◆ Task description:
Reproduce the data that follows character for character, but omit its pictures.

===== Given information

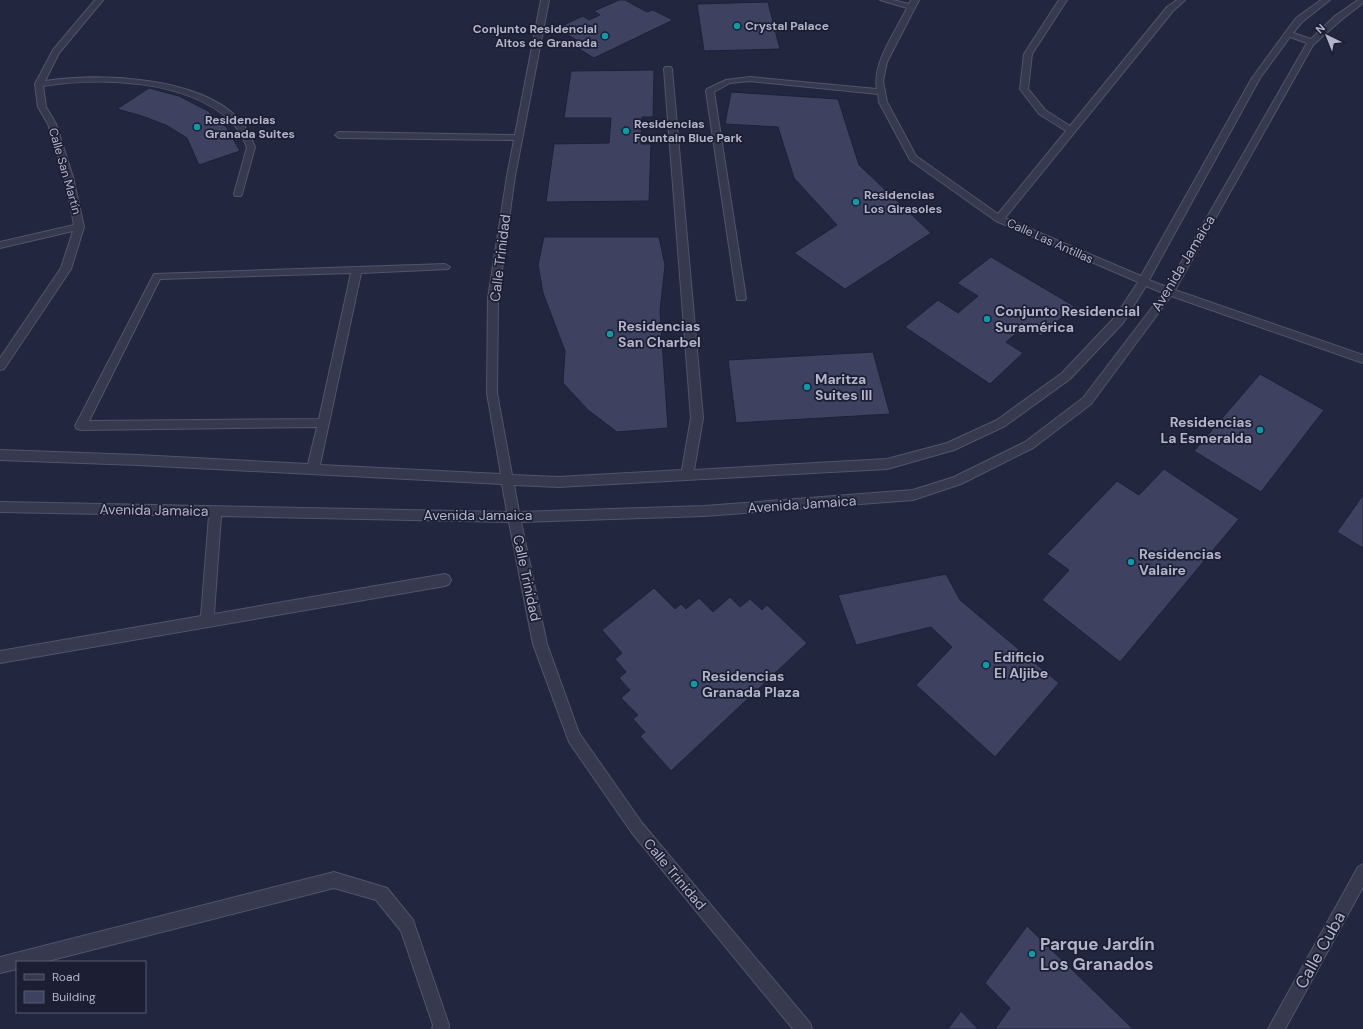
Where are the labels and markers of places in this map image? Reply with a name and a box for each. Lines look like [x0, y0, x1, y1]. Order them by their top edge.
place label: Crystal Palace [745, 18, 829, 34]
place label: Conjunto Residencial Altos de Granada [473, 21, 597, 51]
marker: Crystal Palace [732, 21, 742, 31]
marker: Conjunto Residencial Altos de Granada [600, 31, 610, 41]
place label: Residencias Granada Suites [205, 112, 295, 142]
place label: Residencias Fountain Blue Park [634, 116, 742, 146]
marker: Residencias Granada Suites [192, 122, 202, 132]
marker: Residencias Fountain Blue Park [621, 126, 631, 136]
place label: Residencias Los Girasoles [864, 187, 942, 217]
marker: Residencias Los Girasoles [851, 197, 861, 207]
place label: Conjunto Residencial Suramérica [995, 302, 1140, 336]
marker: Conjunto Residencial Suramérica [982, 314, 992, 324]
place label: Residencias San Charbel [618, 317, 701, 351]
marker: Residencias San Charbel [605, 329, 615, 339]
place label: Maritza Suites III [815, 370, 872, 404]
marker: Maritza Suites III [802, 382, 812, 392]
place label: Residencias La Esmeralda [1160, 413, 1252, 447]
marker: Residencias La Esmeralda [1255, 425, 1265, 435]
place label: Residencias Valaire [1139, 545, 1221, 579]
marker: Residencias Valaire [1126, 557, 1136, 567]
place label: Edificio El Aljibe [994, 648, 1048, 682]
marker: Edificio El Aljibe [981, 660, 991, 670]
place label: Residencias Granada Plaza [702, 667, 800, 701]
marker: Residencias Granada Plaza [689, 679, 699, 689]
place label: Parque Jardín Los Granados [1040, 933, 1155, 975]
marker: Parque Jardín Los Granados [1027, 949, 1037, 959]

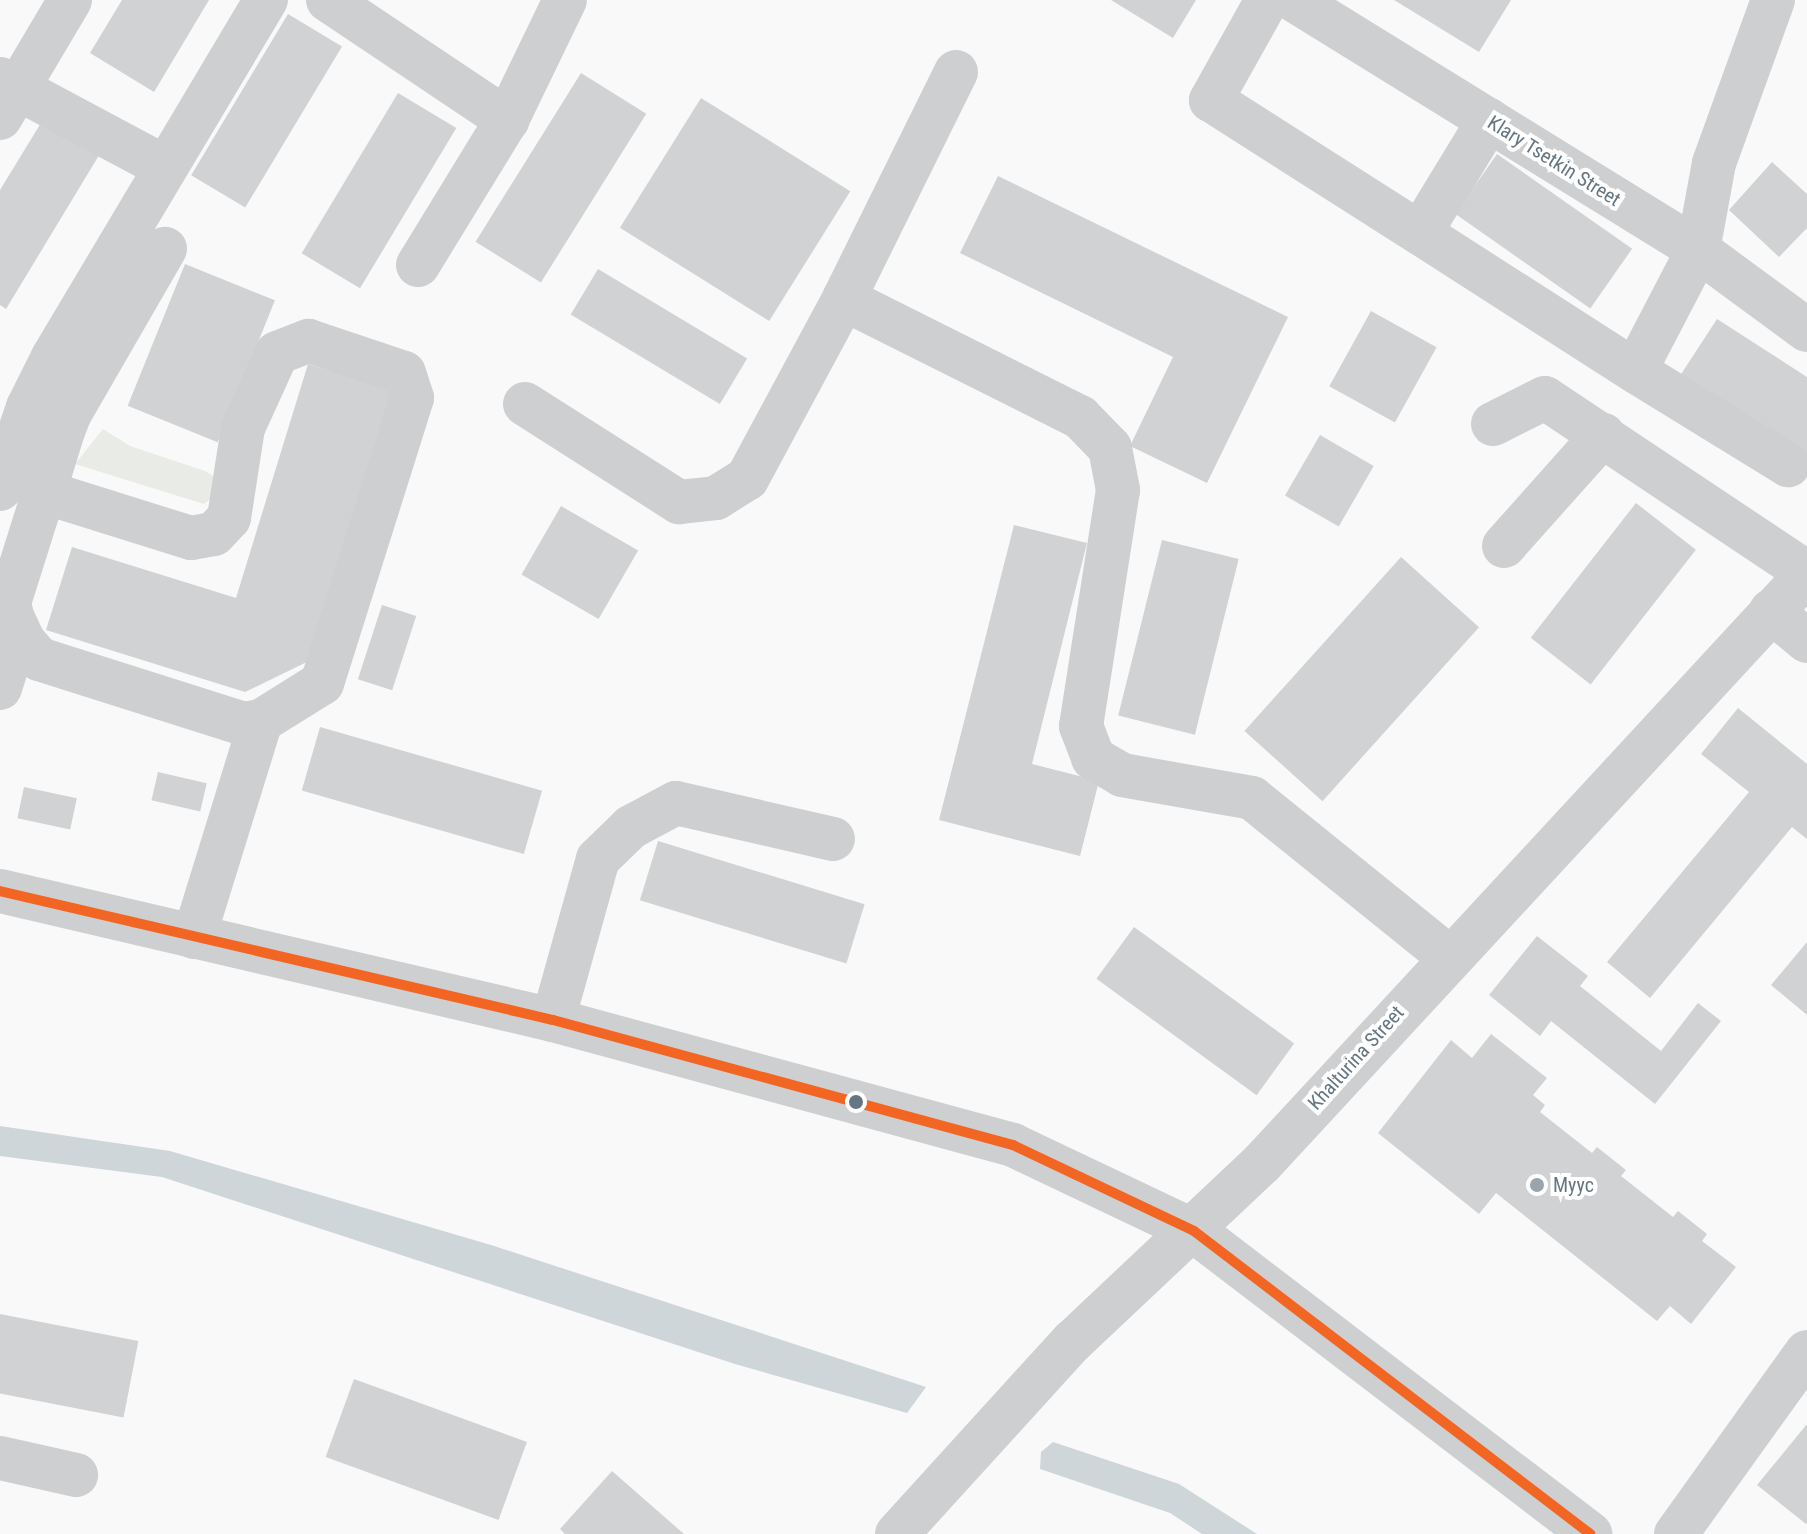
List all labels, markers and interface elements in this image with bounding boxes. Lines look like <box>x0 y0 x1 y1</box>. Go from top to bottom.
street label: Klary Tsetkin Street <box>1483 110 1625 212</box>
street label: Khalturina Street <box>1303 1001 1409 1115</box>
unlabelled marker <box>848 1094 864 1110</box>
place label: Муус <box>1553 1173 1594 1197</box>
marker: Муус <box>1528 1176 1546 1194</box>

==========

◆ Result of the exercise:
Where are the labels and markers of places in this map image? Reply with a name and a box for each. Lines look like [x0, y0, x1, y1]. Order them by their top edge.
place label: Crystal Palace [745, 18, 829, 34]
place label: Conjunto Residencial Altos de Granada [473, 21, 597, 51]
marker: Crystal Palace [732, 21, 742, 31]
marker: Conjunto Residencial Altos de Granada [600, 31, 610, 41]
place label: Residencias Granada Suites [205, 112, 295, 142]
place label: Residencias Fountain Blue Park [634, 116, 742, 146]
marker: Residencias Granada Suites [192, 122, 202, 132]
marker: Residencias Fountain Blue Park [621, 126, 631, 136]
place label: Residencias Los Girasoles [864, 187, 942, 217]
marker: Residencias Los Girasoles [851, 197, 861, 207]
place label: Conjunto Residencial Suramérica [995, 302, 1140, 336]
marker: Conjunto Residencial Suramérica [982, 314, 992, 324]
place label: Residencias San Charbel [618, 317, 701, 351]
marker: Residencias San Charbel [605, 329, 615, 339]
place label: Maritza Suites III [815, 370, 872, 404]
marker: Maritza Suites III [802, 382, 812, 392]
place label: Residencias La Esmeralda [1160, 413, 1252, 447]
marker: Residencias La Esmeralda [1255, 425, 1265, 435]
place label: Residencias Valaire [1139, 545, 1221, 579]
marker: Residencias Valaire [1126, 557, 1136, 567]
place label: Edificio El Aljibe [994, 648, 1048, 682]
marker: Edificio El Aljibe [981, 660, 991, 670]
place label: Residencias Granada Plaza [702, 667, 800, 701]
marker: Residencias Granada Plaza [689, 679, 699, 689]
place label: Parque Jardín Los Granados [1040, 933, 1155, 975]
marker: Parque Jardín Los Granados [1027, 949, 1037, 959]

List all labels, markers and interface elements in this image with bounding boxes. Lines look like <box>x0 y0 x1 y1</box>. Go from top to bottom.
street label: Klary Tsetkin Street <box>1483 110 1625 212</box>
street label: Khalturina Street <box>1303 1001 1409 1115</box>
unlabelled marker <box>848 1094 864 1110</box>
place label: Муус <box>1553 1173 1594 1197</box>
marker: Муус <box>1528 1176 1546 1194</box>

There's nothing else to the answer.